The lines below may contain the word "Answer". Please count those that do and give the number alone.

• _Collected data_
*****

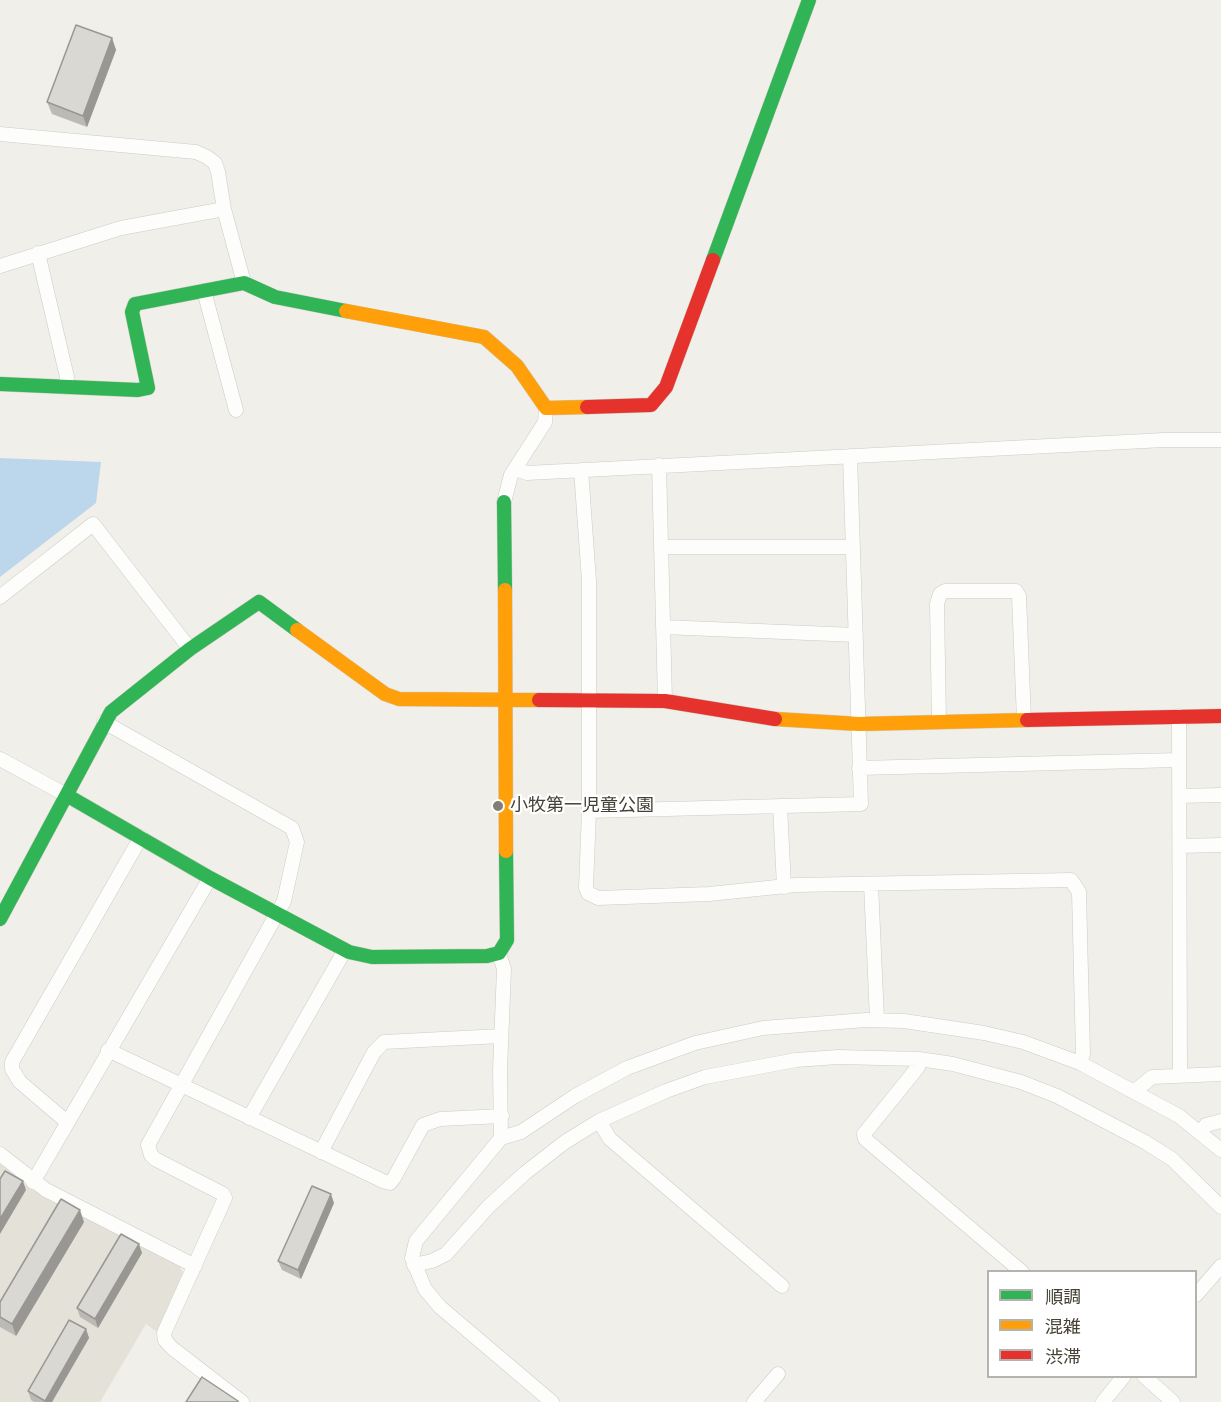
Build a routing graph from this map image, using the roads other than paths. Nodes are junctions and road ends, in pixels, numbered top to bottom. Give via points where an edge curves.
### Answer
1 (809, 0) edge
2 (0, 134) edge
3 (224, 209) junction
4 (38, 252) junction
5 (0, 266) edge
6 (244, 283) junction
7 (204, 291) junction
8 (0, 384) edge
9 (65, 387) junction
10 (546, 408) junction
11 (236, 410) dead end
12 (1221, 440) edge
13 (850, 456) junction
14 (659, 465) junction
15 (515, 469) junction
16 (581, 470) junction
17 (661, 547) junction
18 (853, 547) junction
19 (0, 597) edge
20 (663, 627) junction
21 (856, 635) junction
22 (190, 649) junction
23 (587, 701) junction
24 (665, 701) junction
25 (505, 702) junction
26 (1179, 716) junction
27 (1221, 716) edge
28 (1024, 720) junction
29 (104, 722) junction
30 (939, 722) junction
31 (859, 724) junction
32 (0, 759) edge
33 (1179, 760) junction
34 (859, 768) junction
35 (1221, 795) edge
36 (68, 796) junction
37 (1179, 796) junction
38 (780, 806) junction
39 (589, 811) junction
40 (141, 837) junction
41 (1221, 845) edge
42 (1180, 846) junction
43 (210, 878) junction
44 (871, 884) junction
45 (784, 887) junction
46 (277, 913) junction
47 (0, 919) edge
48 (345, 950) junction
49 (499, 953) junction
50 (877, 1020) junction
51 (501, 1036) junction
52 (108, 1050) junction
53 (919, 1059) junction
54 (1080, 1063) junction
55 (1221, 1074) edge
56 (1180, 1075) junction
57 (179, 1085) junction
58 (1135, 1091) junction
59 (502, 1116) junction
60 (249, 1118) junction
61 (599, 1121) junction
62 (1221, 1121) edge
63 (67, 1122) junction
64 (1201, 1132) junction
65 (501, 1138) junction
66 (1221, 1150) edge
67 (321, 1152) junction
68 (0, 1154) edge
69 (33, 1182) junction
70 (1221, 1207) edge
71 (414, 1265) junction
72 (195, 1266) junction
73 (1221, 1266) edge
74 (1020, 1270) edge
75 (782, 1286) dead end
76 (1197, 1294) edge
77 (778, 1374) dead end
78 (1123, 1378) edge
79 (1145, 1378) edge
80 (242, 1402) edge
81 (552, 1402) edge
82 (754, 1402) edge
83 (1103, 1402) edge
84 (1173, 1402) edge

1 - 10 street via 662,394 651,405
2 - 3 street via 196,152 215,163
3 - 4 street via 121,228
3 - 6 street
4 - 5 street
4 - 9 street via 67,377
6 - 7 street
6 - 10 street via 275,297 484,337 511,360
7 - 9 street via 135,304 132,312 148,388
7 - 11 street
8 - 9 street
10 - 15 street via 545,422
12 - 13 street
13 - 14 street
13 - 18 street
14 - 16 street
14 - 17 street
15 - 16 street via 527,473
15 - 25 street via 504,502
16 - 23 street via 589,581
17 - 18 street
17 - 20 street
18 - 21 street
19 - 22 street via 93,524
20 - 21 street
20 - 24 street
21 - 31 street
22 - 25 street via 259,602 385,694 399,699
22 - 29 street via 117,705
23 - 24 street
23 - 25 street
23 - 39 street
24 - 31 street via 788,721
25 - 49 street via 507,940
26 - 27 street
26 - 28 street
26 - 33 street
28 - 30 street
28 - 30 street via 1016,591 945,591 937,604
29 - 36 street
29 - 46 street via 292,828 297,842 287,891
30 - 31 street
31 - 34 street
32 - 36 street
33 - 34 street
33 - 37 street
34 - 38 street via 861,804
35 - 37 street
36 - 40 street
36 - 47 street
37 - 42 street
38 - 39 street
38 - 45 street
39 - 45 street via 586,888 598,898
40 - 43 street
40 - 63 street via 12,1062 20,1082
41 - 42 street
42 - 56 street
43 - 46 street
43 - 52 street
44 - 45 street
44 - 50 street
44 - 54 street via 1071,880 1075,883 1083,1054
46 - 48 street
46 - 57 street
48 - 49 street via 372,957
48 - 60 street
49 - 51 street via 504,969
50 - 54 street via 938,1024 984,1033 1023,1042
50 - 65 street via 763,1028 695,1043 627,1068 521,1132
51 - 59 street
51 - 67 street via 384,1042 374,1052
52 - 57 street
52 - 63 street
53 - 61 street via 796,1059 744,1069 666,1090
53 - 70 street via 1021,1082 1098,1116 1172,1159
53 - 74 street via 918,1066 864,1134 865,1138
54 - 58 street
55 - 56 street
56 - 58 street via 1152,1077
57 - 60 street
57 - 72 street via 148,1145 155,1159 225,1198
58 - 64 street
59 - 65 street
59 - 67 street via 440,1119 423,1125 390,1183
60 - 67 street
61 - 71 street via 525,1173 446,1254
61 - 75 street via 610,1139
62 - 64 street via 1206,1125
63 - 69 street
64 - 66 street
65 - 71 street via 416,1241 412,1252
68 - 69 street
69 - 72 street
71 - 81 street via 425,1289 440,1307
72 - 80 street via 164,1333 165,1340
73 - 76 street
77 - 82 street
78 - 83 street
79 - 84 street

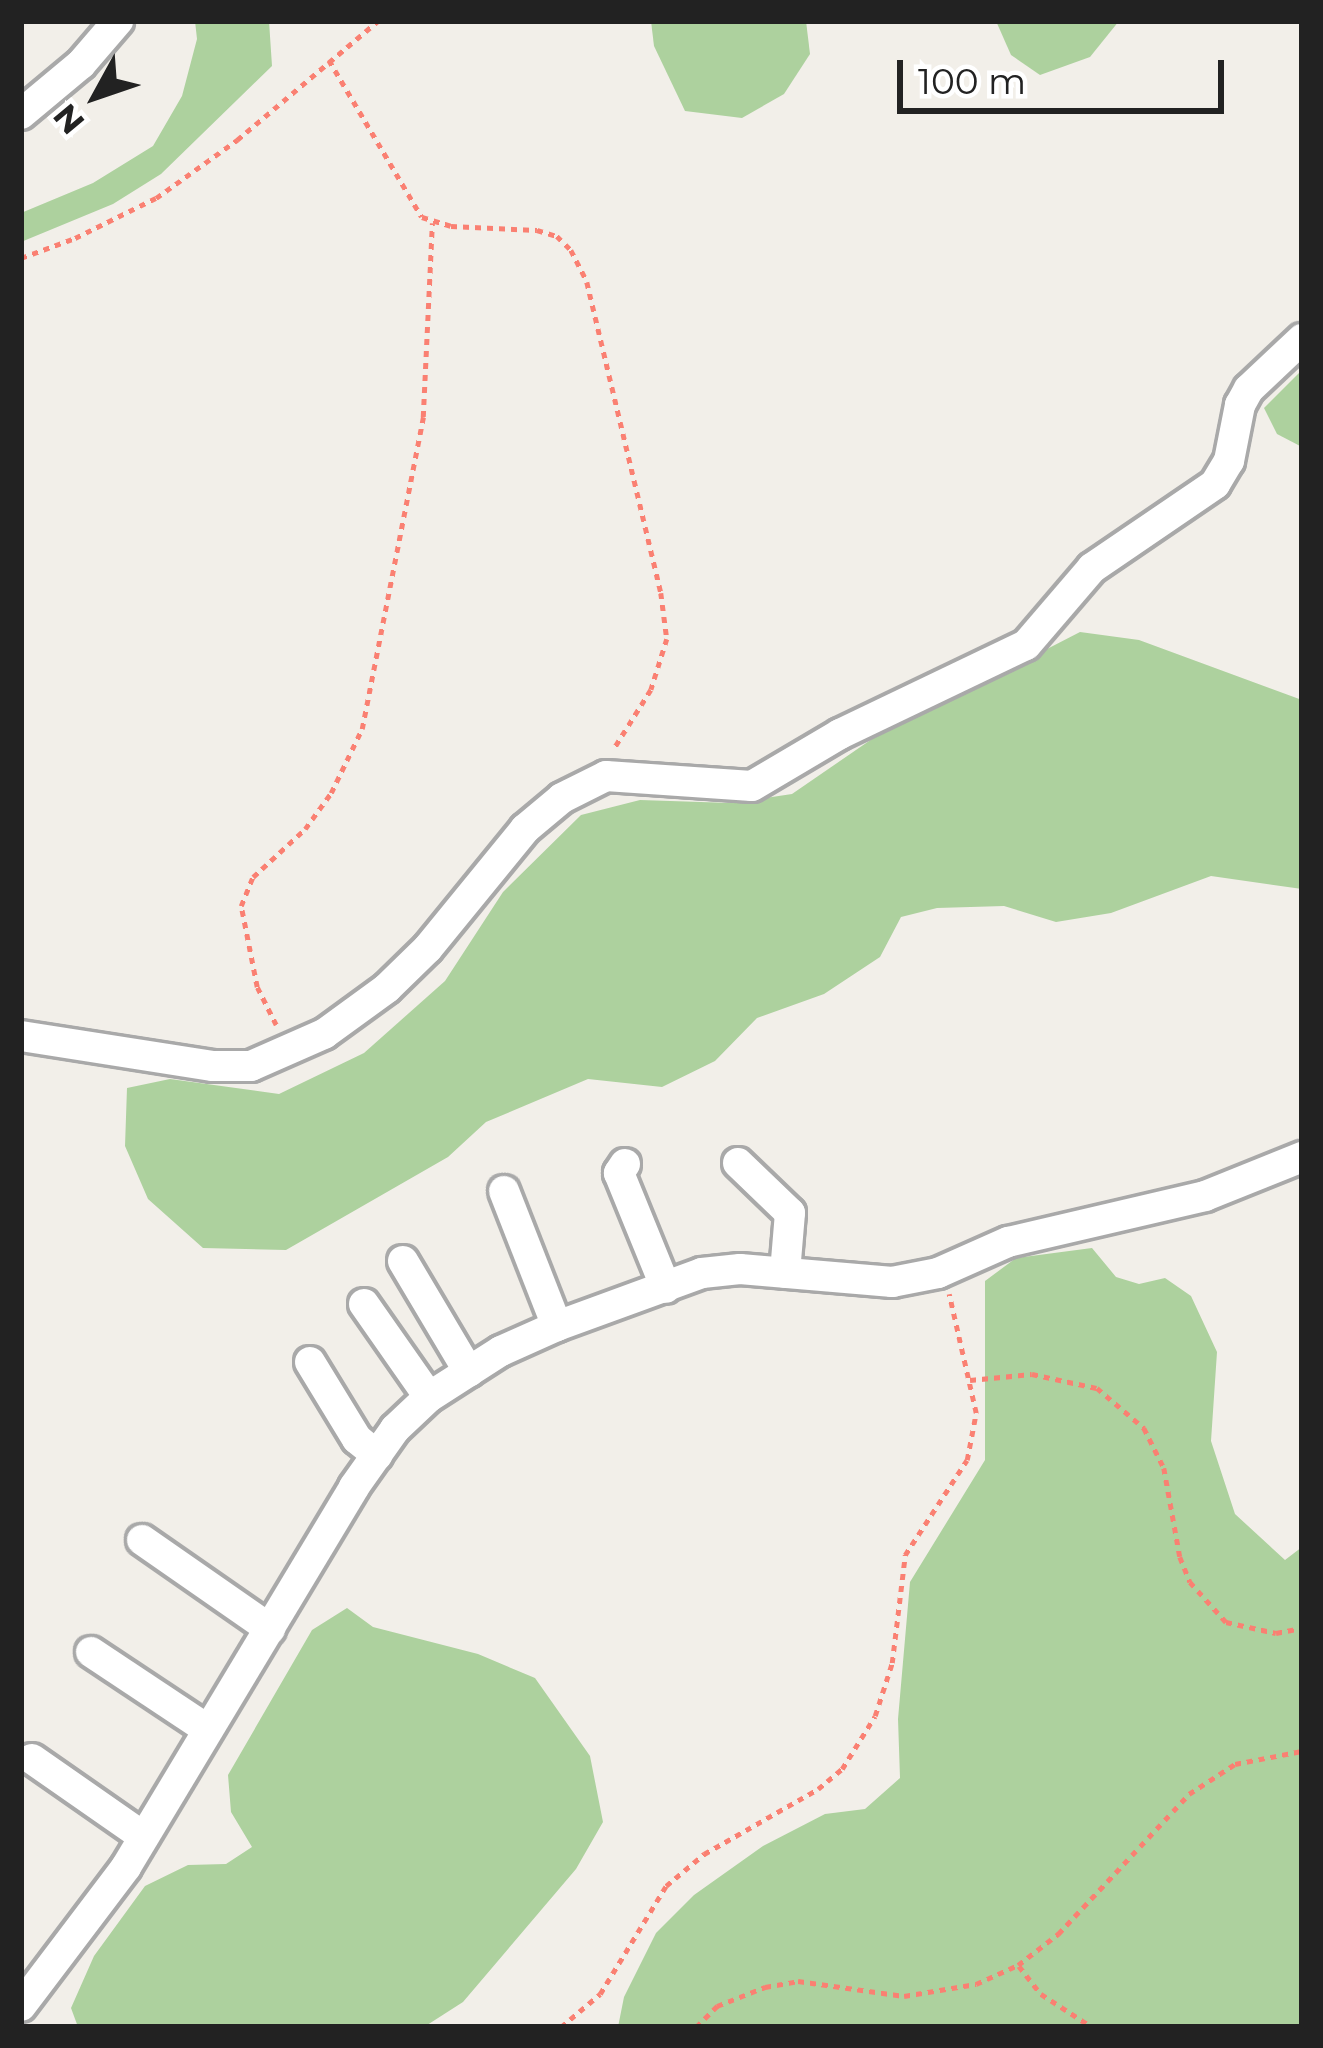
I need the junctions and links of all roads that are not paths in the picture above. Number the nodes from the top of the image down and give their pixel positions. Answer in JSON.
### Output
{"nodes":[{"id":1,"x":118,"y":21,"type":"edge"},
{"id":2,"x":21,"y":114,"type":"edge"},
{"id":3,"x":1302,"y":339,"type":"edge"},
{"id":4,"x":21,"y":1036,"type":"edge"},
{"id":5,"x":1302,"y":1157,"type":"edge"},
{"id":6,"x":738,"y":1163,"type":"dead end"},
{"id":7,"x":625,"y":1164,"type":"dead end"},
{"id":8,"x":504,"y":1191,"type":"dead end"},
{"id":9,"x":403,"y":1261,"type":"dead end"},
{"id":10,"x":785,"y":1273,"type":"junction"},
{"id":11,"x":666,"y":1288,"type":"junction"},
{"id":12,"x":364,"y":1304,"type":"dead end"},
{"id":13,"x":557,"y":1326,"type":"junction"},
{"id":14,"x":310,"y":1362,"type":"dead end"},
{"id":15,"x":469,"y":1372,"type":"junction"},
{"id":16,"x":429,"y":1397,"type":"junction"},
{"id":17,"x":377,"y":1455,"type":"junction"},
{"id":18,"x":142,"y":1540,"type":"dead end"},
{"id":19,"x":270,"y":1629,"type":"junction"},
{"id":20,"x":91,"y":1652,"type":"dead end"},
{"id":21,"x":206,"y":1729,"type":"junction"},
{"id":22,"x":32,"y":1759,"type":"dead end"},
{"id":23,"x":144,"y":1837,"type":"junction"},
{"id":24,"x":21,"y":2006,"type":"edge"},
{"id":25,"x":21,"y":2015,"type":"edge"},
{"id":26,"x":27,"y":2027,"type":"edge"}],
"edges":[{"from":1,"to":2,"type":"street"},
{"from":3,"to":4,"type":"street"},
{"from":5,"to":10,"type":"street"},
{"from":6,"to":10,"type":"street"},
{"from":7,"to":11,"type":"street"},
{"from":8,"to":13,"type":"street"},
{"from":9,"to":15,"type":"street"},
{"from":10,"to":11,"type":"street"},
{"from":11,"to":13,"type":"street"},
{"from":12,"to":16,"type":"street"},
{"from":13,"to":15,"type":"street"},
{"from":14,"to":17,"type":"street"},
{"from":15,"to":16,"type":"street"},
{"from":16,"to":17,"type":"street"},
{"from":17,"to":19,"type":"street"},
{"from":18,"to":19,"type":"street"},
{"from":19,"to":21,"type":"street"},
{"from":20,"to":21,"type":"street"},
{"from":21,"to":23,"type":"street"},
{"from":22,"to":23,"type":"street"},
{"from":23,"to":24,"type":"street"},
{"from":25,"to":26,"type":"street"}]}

*****

• _RESULT FOR THIS TASK_
2